A line counts if it contains the word "Avenida" at least once. State how many such lines the records contain, giving the number alone.

[Opening Supplied entries section]

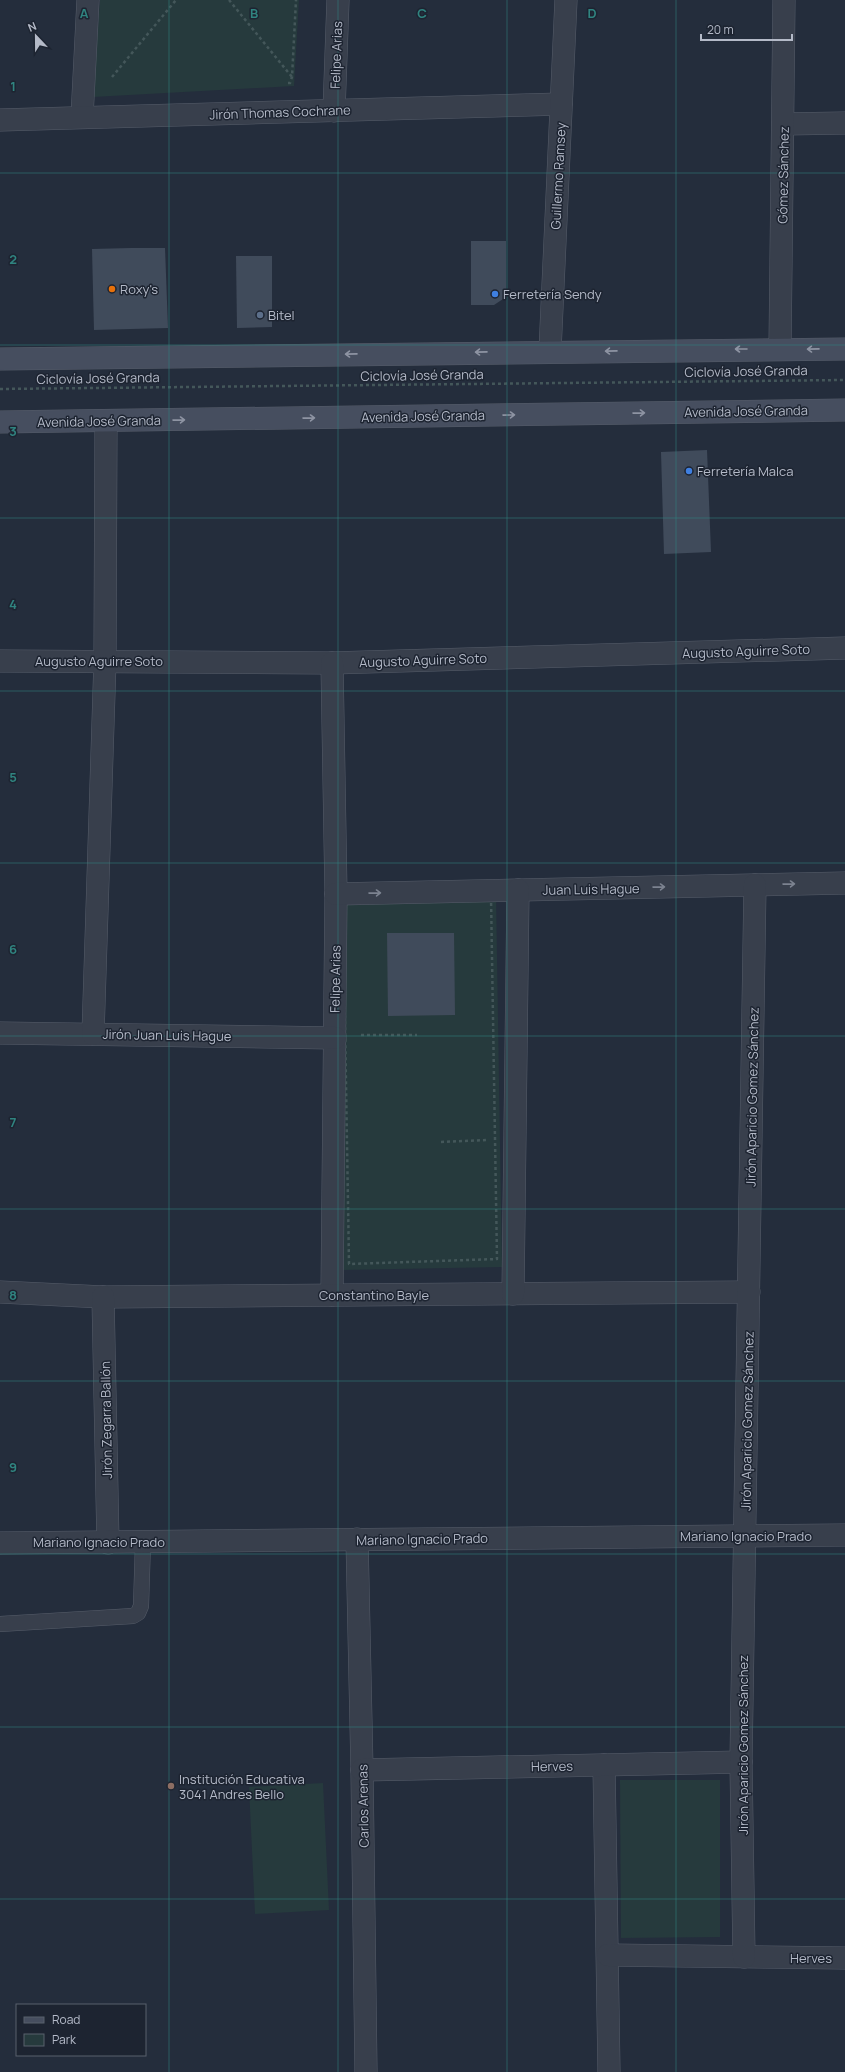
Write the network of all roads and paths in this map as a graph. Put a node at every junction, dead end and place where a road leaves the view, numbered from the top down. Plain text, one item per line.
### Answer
1 (88, 0) edge
2 (176, 0) edge
3 (229, 0) edge
4 (296, 0) edge
5 (338, 0) edge
6 (566, 0) edge
7 (784, 0) edge
8 (292, 77) junction
9 (107, 83) dead end
10 (283, 84) dead end
11 (561, 104) junction
12 (334, 111) junction
13 (82, 117) junction
14 (0, 120) edge
15 (845, 123) edge
16 (783, 124) junction
17 (845, 348) edge
18 (780, 349) junction
19 (550, 352) junction
20 (0, 359) edge
21 (845, 380) edge
22 (0, 389) edge
23 (845, 410) edge
24 (106, 421) junction
25 (0, 422) edge
26 (845, 648) edge
27 (0, 661) edge
28 (105, 661) junction
29 (332, 663) junction
30 (845, 883) edge
31 (755, 885) junction
32 (518, 890) junction
33 (336, 894) junction
34 (0, 1033) edge
35 (93, 1034) junction
36 (417, 1035) dead end
37 (340, 1036) junction
38 (495, 1139) junction
39 (441, 1142) dead end
40 (0, 1292) edge
41 (748, 1292) junction
42 (513, 1294) junction
43 (332, 1295) junction
44 (103, 1297) junction
45 (845, 1535) edge
46 (745, 1536) junction
47 (357, 1539) junction
48 (143, 1542) junction
49 (0, 1543) edge
50 (108, 1543) junction
51 (0, 1624) edge
52 (741, 1762) junction
53 (604, 1765) junction
54 (362, 1770) junction
55 (608, 1955) junction
56 (744, 1957) junction
57 (845, 1958) edge
58 (366, 2072) edge
59 (609, 2072) edge

1 - 13 street
2 - 9 path
3 - 8 path
4 - 8 path
5 - 12 street, Felipe Arias
6 - 11 street, Guillermo Ramsey
7 - 16 street, Gómez Sánchez
8 - 10 path
11 - 12 street, Jirón Thomas Cochrane
11 - 19 street, Guillermo Ramsey
12 - 13 street, Jirón Thomas Cochrane
13 - 14 street, Jirón Thomas Cochrane
15 - 16 street
16 - 18 street, Gómez Sánchez
17 -> 18 main road
18 -> 19 main road
19 -> 20 main road
21 - 22 path, Ciclovía José Granda
24 -> 23 main road, Avenida José Granda
24 - 25 main road, Avenida José Granda
24 - 28 street
26 - 29 street, Augusto Aguirre Soto
27 - 28 street, Augusto Aguirre Soto
28 - 29 street, Augusto Aguirre Soto
28 - 35 street
29 - 33 street, Felipe Arias
31 -> 30 street, Juan Luis Hague
32 -> 31 street, Juan Luis Hague
31 - 41 street, Jirón Aparicio Gomez Sánchez
33 -> 32 street, Juan Luis Hague
32 - 42 street
33 - 37 street, Felipe Arias
34 - 35 street, Jirón Juan Luis Hague
35 - 37 street, Jirón Juan Luis Hague
36 - 37 path
37 - 38 path
37 - 38 path
37 - 43 street, Felipe Arias
38 - 39 path
40 - 44 street, Constantino Bayle
41 - 42 street, Constantino Bayle
41 - 46 street, Jirón Aparicio Gomez Sánchez
42 - 43 street, Constantino Bayle
43 - 44 street, Constantino Bayle
44 - 50 street, Jirón Zegarra Ballón
45 - 46 street, Mariano Ignacio Prado
46 - 47 street, Mariano Ignacio Prado
46 - 52 street, Jirón Aparicio Gomez Sánchez
47 - 48 street, Mariano Ignacio Prado
47 - 54 street, Carlos Arenas
48 - 50 street, Mariano Ignacio Prado
48 - 51 lane
49 - 50 street, Mariano Ignacio Prado
52 - 53 street, Herves
52 - 56 street, Jirón Aparicio Gomez Sánchez
53 - 54 street, Herves
53 - 55 street
54 - 58 street, Carlos Arenas
55 - 56 street, Herves
55 - 59 street
56 - 57 street, Herves

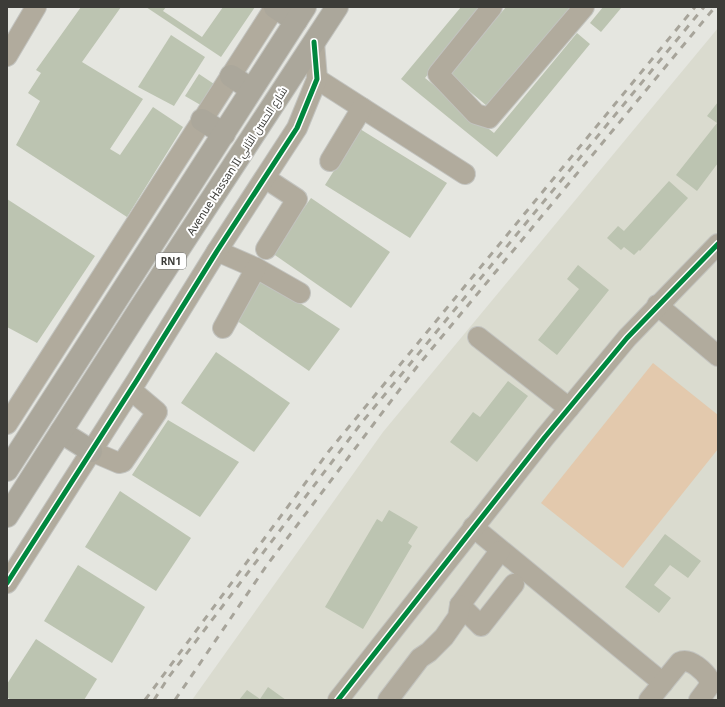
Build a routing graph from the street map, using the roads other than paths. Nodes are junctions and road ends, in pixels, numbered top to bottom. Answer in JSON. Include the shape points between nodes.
{"nodes":[{"id":1,"x":36,"y":7,"type":"edge"},
{"id":2,"x":275,"y":7,"type":"edge"},
{"id":3,"x":337,"y":7,"type":"edge"},
{"id":4,"x":492,"y":7,"type":"edge"},
{"id":5,"x":584,"y":7,"type":"edge"},
{"id":6,"x":300,"y":14,"type":"edge"},
{"id":7,"x":314,"y":42,"type":"junction"},
{"id":8,"x":7,"y":56,"type":"edge"},
{"id":9,"x":231,"y":76,"type":"junction"},
{"id":10,"x":317,"y":79,"type":"junction"},
{"id":11,"x":251,"y":89,"type":"junction"},
{"id":12,"x":362,"y":108,"type":"junction"},
{"id":13,"x":202,"y":120,"type":"junction"},
{"id":14,"x":224,"y":134,"type":"junction"},
{"id":15,"x":330,"y":161,"type":"dead end"},
{"id":16,"x":465,"y":174,"type":"dead end"},
{"id":17,"x":265,"y":178,"type":"junction"},
{"id":18,"x":718,"y":244,"type":"edge"},
{"id":19,"x":266,"y":249,"type":"dead end"},
{"id":20,"x":217,"y":250,"type":"junction"},
{"id":21,"x":256,"y":268,"type":"junction"},
{"id":22,"x":300,"y":293,"type":"dead end"},
{"id":23,"x":657,"y":305,"type":"junction"},
{"id":24,"x":223,"y":328,"type":"dead end"},
{"id":25,"x":478,"y":337,"type":"dead end"},
{"id":26,"x":718,"y":356,"type":"edge"},
{"id":27,"x":131,"y":390,"type":"junction"},
{"id":28,"x":569,"y":408,"type":"junction"},
{"id":29,"x":7,"y":424,"type":"edge"},
{"id":30,"x":61,"y":432,"type":"junction"},
{"id":31,"x":91,"y":451,"type":"junction"},
{"id":32,"x":7,"y":470,"type":"edge"},
{"id":33,"x":7,"y":516,"type":"edge"},
{"id":34,"x":473,"y":528,"type":"junction"},
{"id":35,"x":500,"y":551,"type":"junction"},
{"id":36,"x":7,"y":583,"type":"edge"},
{"id":37,"x":514,"y":584,"type":"dead end"},
{"id":38,"x":460,"y":605,"type":"junction"},
{"id":39,"x":663,"y":683,"type":"junction"},
{"id":40,"x":338,"y":700,"type":"edge"},
{"id":41,"x":388,"y":700,"type":"edge"},
{"id":42,"x":649,"y":700,"type":"edge"},
{"id":43,"x":699,"y":700,"type":"edge"}],
"edges":[{"from":1,"to":8,"type":"street"},
{"from":2,"to":6,"type":"main road"},
{"from":2,"to":9,"type":"street"},
{"from":3,"to":7,"type":"main road","name":"Avenue Hassan II شارع الحسن الثاني","number":"RN1"},
{"from":4,"to":5,"type":"street","via":[[438,74],[476,114],[489,118]]},
{"from":6,"to":11,"type":"main road","number":"RN1"},
{"from":7,"to":10,"type":"street"},
{"from":7,"to":30,"type":"main road","name":"Avenue Hassan II شارع الحسن الثاني","number":"RN1"},
{"from":9,"to":11,"type":"main road"},
{"from":9,"to":13,"type":"street"},
{"from":10,"to":12,"type":"street"},
{"from":10,"to":17,"type":"street","via":[[297,128]]},
{"from":11,"to":14,"type":"main road","number":"RN1"},
{"from":12,"to":15,"type":"street"},
{"from":12,"to":16,"type":"street"},
{"from":13,"to":14,"type":"main road"},
{"from":13,"to":29,"type":"street"},
{"from":14,"to":32,"type":"main road","number":"RN1"},
{"from":17,"to":19,"type":"street","via":[[297,199]]},
{"from":17,"to":20,"type":"street"},
{"from":18,"to":23,"type":"street"},
{"from":20,"to":21,"type":"street"},
{"from":20,"to":27,"type":"street"},
{"from":21,"to":22,"type":"street"},
{"from":21,"to":24,"type":"street"},
{"from":23,"to":26,"type":"street"},
{"from":23,"to":28,"type":"street"},
{"from":25,"to":28,"type":"street"},
{"from":27,"to":31,"type":"street"},
{"from":27,"to":31,"type":"street","via":[[157,412],[123,462],[119,463]]},
{"from":28,"to":34,"type":"street"},
{"from":30,"to":31,"type":"main road"},
{"from":30,"to":33,"type":"main road","name":"Avenue Hassan II شارع الحسن الثاني","number":"RN1"},
{"from":31,"to":36,"type":"street"},
{"from":34,"to":35,"type":"street"},
{"from":34,"to":40,"type":"street"},
{"from":35,"to":38,"type":"street"},
{"from":35,"to":39,"type":"street"},
{"from":37,"to":38,"type":"street","via":[[481,626]]},
{"from":38,"to":41,"type":"street","via":[[458,617],[444,637],[420,658]]},
{"from":39,"to":42,"type":"street"},
{"from":39,"to":43,"type":"street","via":[[680,662],[689,661],[710,680],[708,688]]}]}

[Closing Supplied entries section]

Solution for this task
2